Given entries: Begin
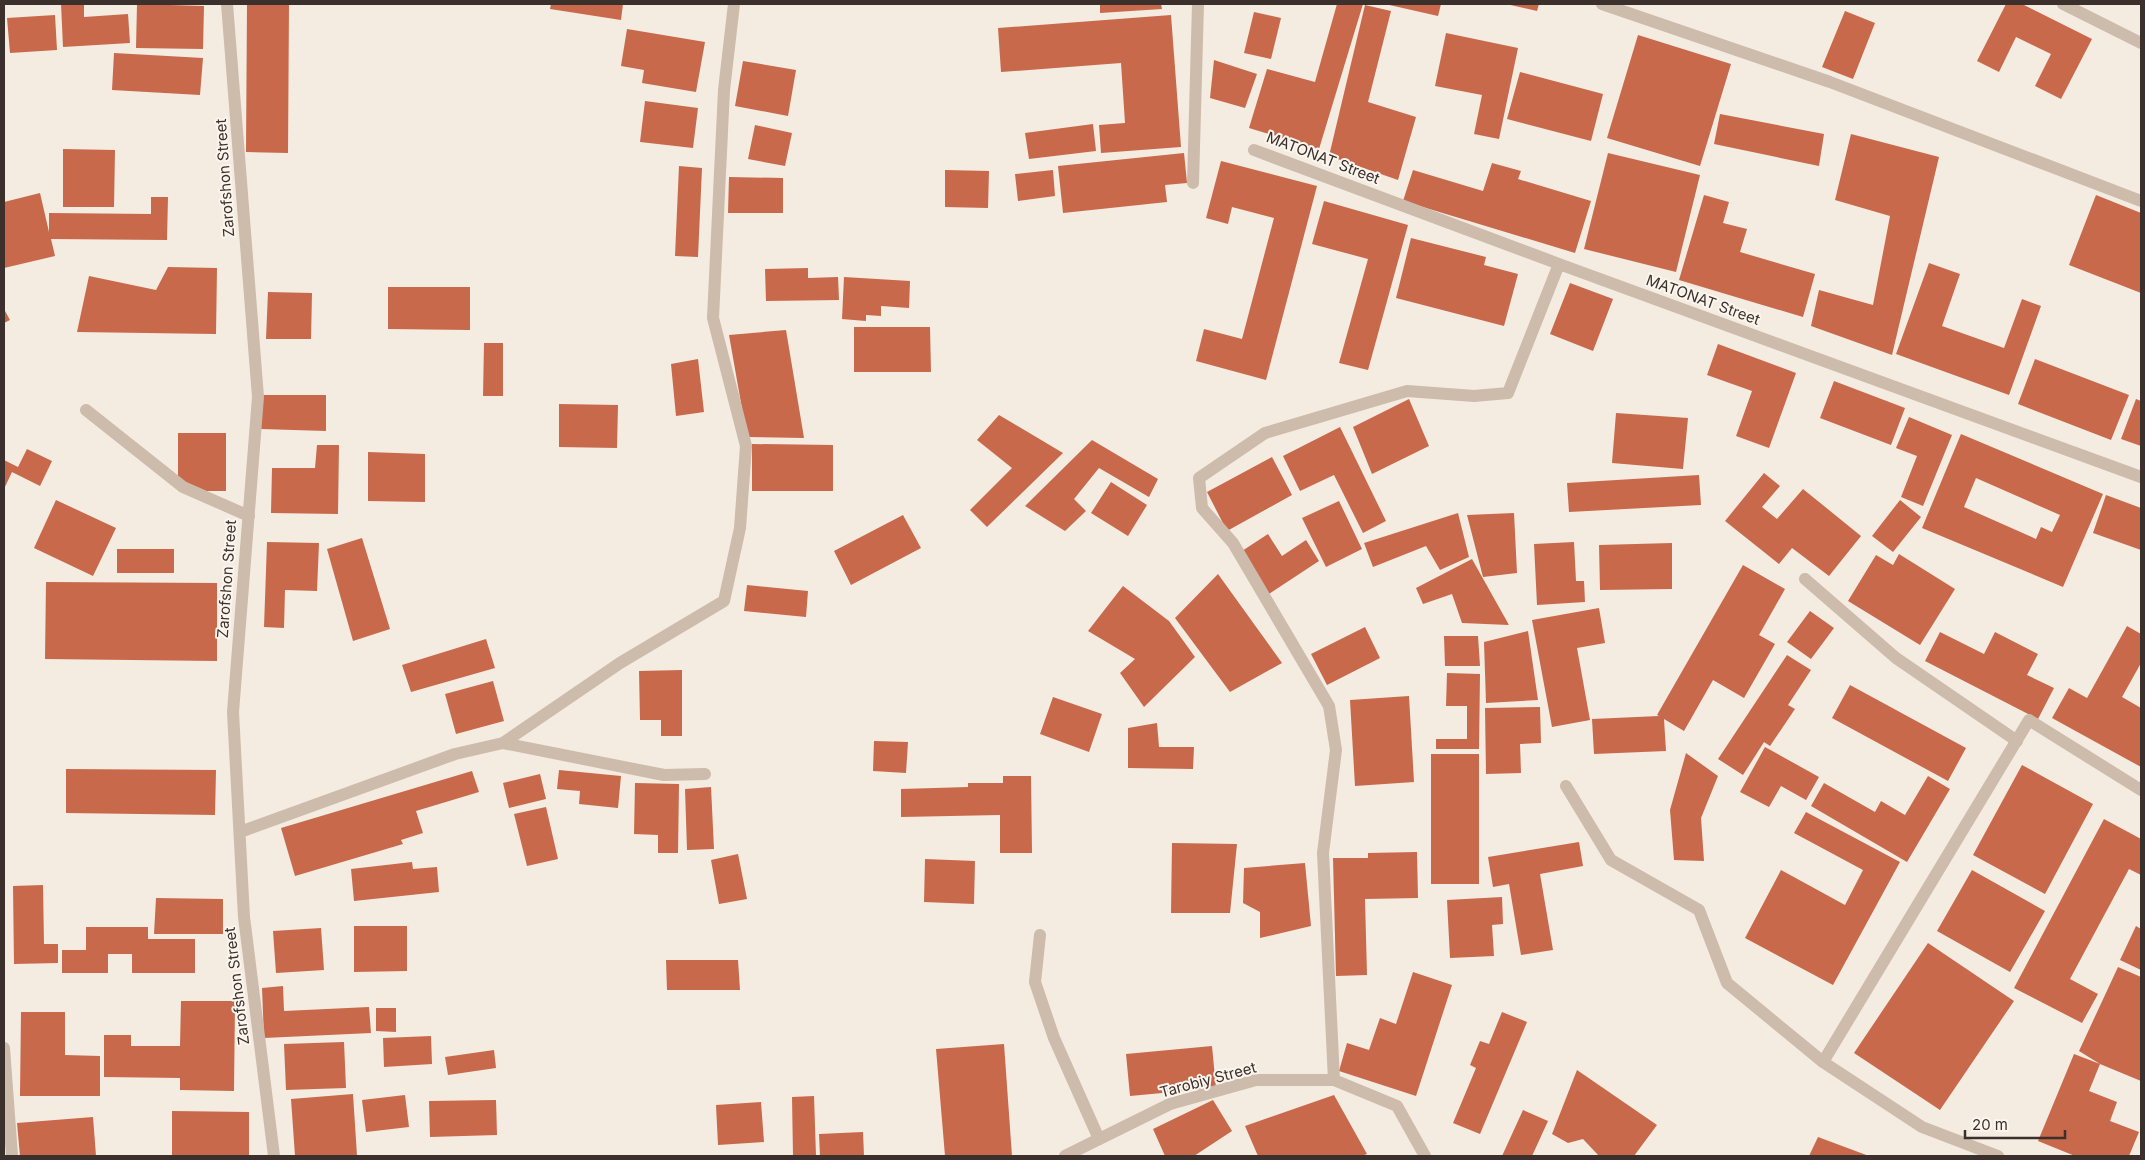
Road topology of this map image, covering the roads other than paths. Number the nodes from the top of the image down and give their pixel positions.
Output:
1 (228, 4) edge
2 (734, 4) edge
3 (1198, 4) edge
4 (1602, 4) edge
5 (2063, 4) edge
6 (2141, 42) edge
7 (1254, 150) dead end
8 (1193, 183) dead end
9 (2141, 202) edge
10 (1559, 264) junction
11 (86, 410) dead end
12 (2141, 477) edge
13 (249, 516) junction
14 (1805, 579) dead end
15 (2017, 740) junction
16 (503, 743) junction
17 (705, 774) dead end
18 (1566, 786) dead end
19 (2141, 790) edge
20 (240, 832) junction
21 (1040, 935) dead end
22 (4, 1048) edge
23 (1824, 1062) junction
24 (1334, 1080) junction
25 (1100, 1139) junction
26 (12, 1156) edge
27 (274, 1156) edge
28 (1065, 1156) edge
29 (1425, 1156) edge
30 (1998, 1156) edge

1 - 13 street, Zarofshon Street
2 - 16 street
3 - 8 street
4 - 9 street
5 - 6 street
7 - 10 street, MATONAT Street
10 - 12 street, MATONAT Street
10 - 24 street
11 - 13 street
13 - 20 street, Zarofshon Street
14 - 15 street
15 - 19 street
15 - 23 street
16 - 17 street
16 - 20 street
18 - 23 street
20 - 27 street, Zarofshon Street
21 - 25 street
22 - 26 street
23 - 30 street
24 - 25 street, Tarobiy Street
24 - 29 street, Tarobiy Street
25 - 28 street, Tarobiy Street

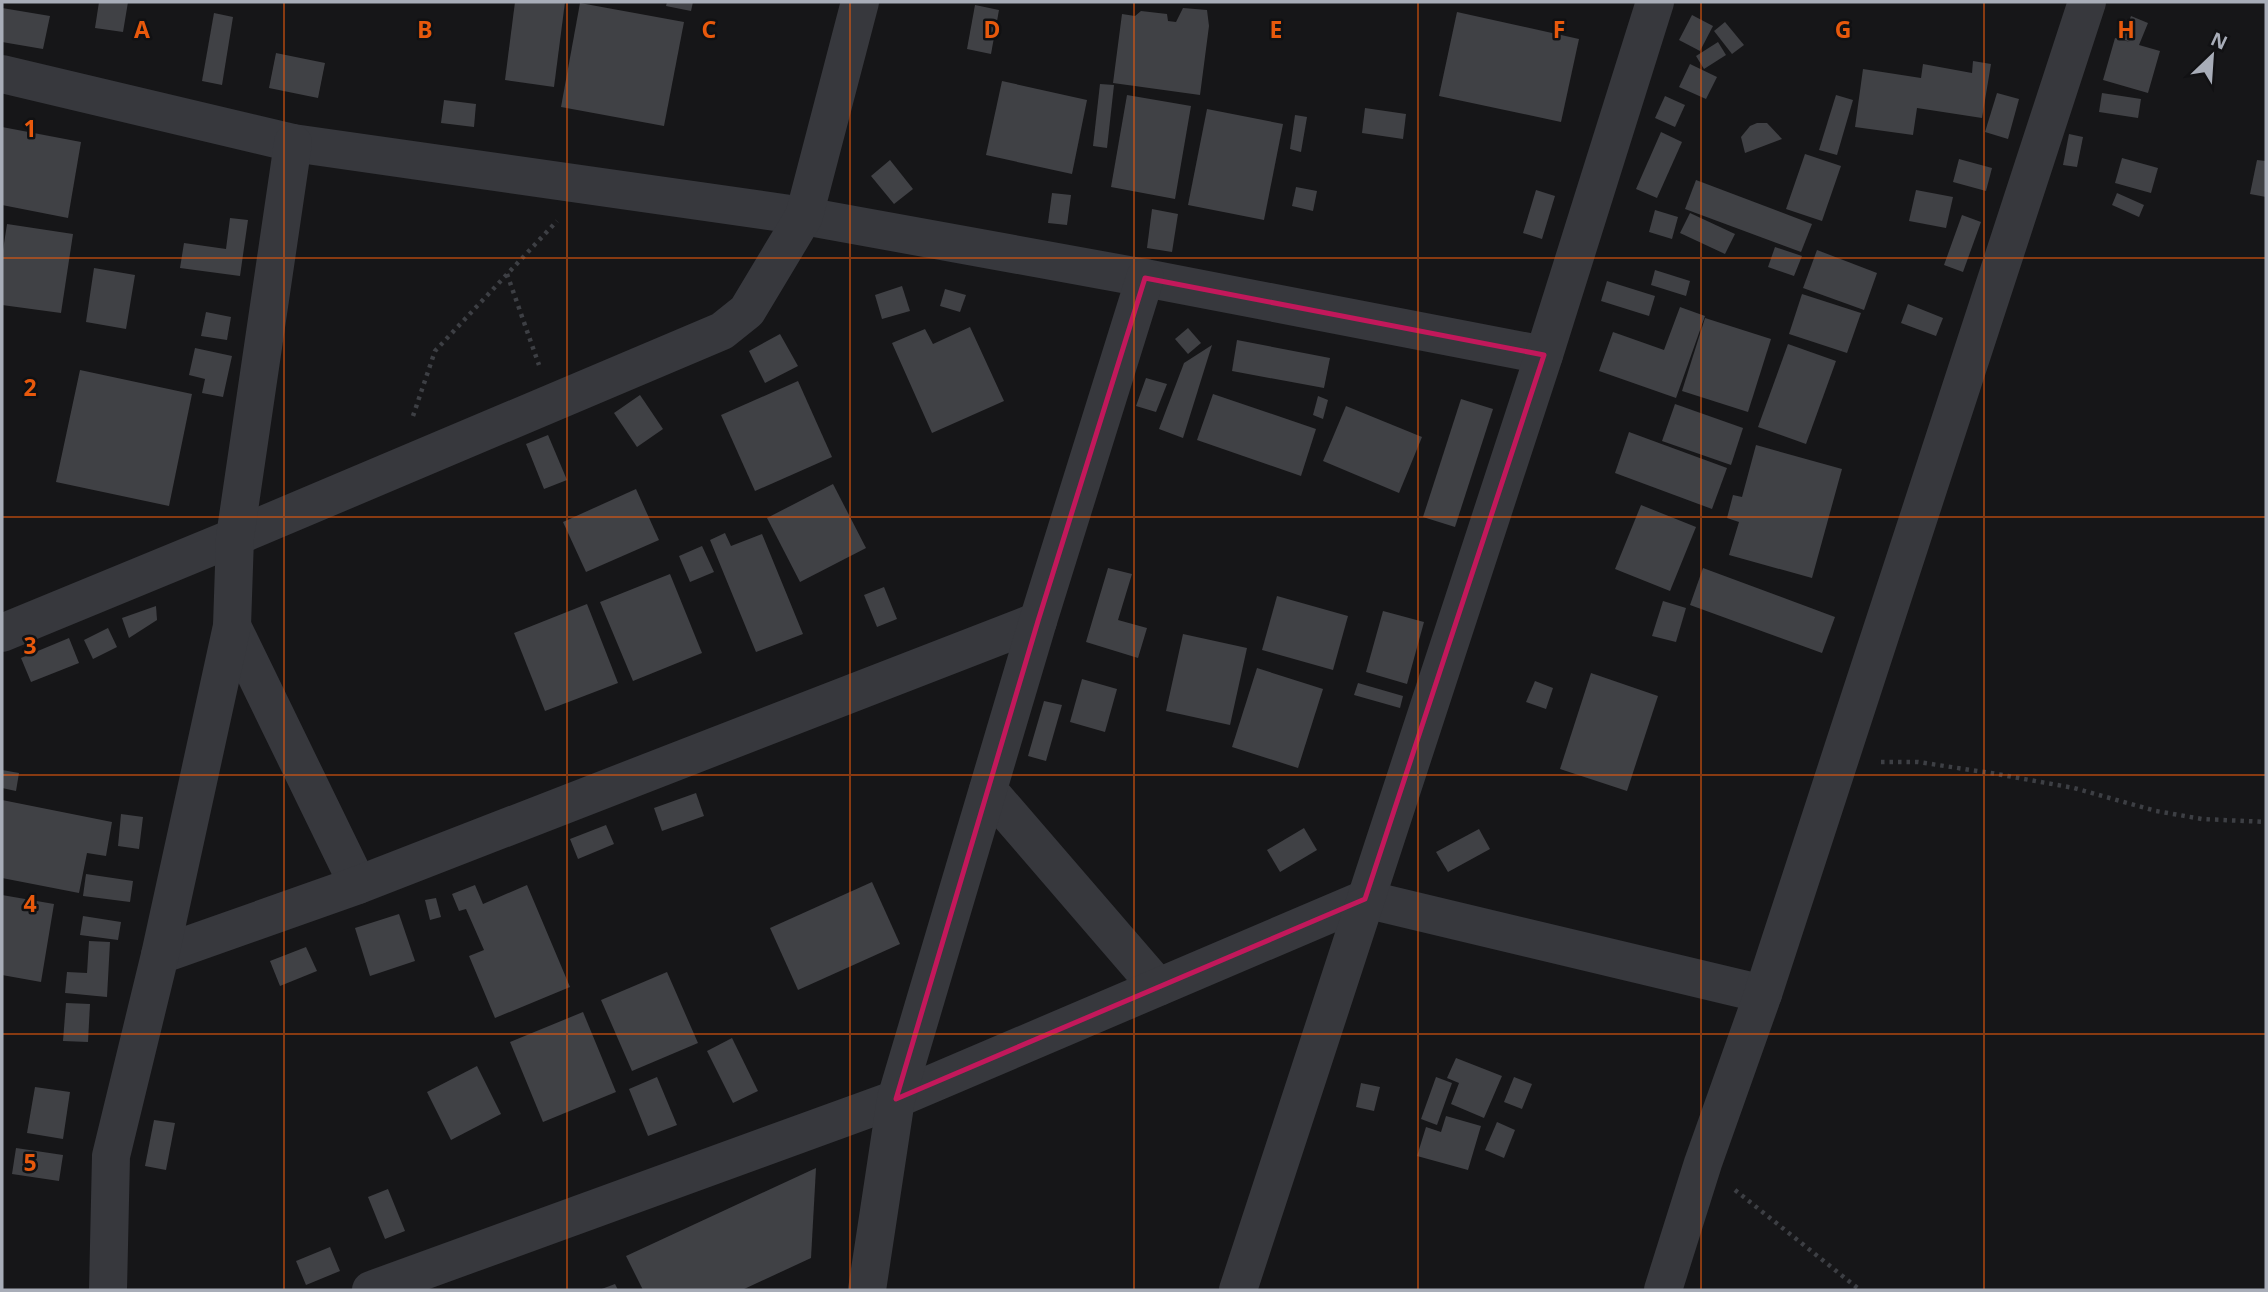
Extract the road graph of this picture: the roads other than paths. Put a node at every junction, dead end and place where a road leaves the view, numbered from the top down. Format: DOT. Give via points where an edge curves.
Given entries: End
◆ Problem statement:
Output all of the listing above, exactly as given, but without its pictures.

◆ Answer for the task:
Road topology of this map image, covering the roads other than paths. Number the nodes from the top of the image down and give their pixel positions.
Output:
1 (228, 4) edge
2 (734, 4) edge
3 (1198, 4) edge
4 (1602, 4) edge
5 (2063, 4) edge
6 (2141, 42) edge
7 (1254, 150) dead end
8 (1193, 183) dead end
9 (2141, 202) edge
10 (1559, 264) junction
11 (86, 410) dead end
12 (2141, 477) edge
13 (249, 516) junction
14 (1805, 579) dead end
15 (2017, 740) junction
16 (503, 743) junction
17 (705, 774) dead end
18 (1566, 786) dead end
19 (2141, 790) edge
20 (240, 832) junction
21 (1040, 935) dead end
22 (4, 1048) edge
23 (1824, 1062) junction
24 (1334, 1080) junction
25 (1100, 1139) junction
26 (12, 1156) edge
27 (274, 1156) edge
28 (1065, 1156) edge
29 (1425, 1156) edge
30 (1998, 1156) edge

1 - 13 street, Zarofshon Street
2 - 16 street
3 - 8 street
4 - 9 street
5 - 6 street
7 - 10 street, MATONAT Street
10 - 12 street, MATONAT Street
10 - 24 street
11 - 13 street
13 - 20 street, Zarofshon Street
14 - 15 street
15 - 19 street
15 - 23 street
16 - 17 street
16 - 20 street
18 - 23 street
20 - 27 street, Zarofshon Street
21 - 25 street
22 - 26 street
23 - 30 street
24 - 25 street, Tarobiy Street
24 - 29 street, Tarobiy Street
25 - 28 street, Tarobiy Street

Extract the road graph of this picture: the roads other than paths. Put a node at every junction, dead end and place where a road leaves the view, numbered from the top down. Format: DOT. Give via points where an edge curves.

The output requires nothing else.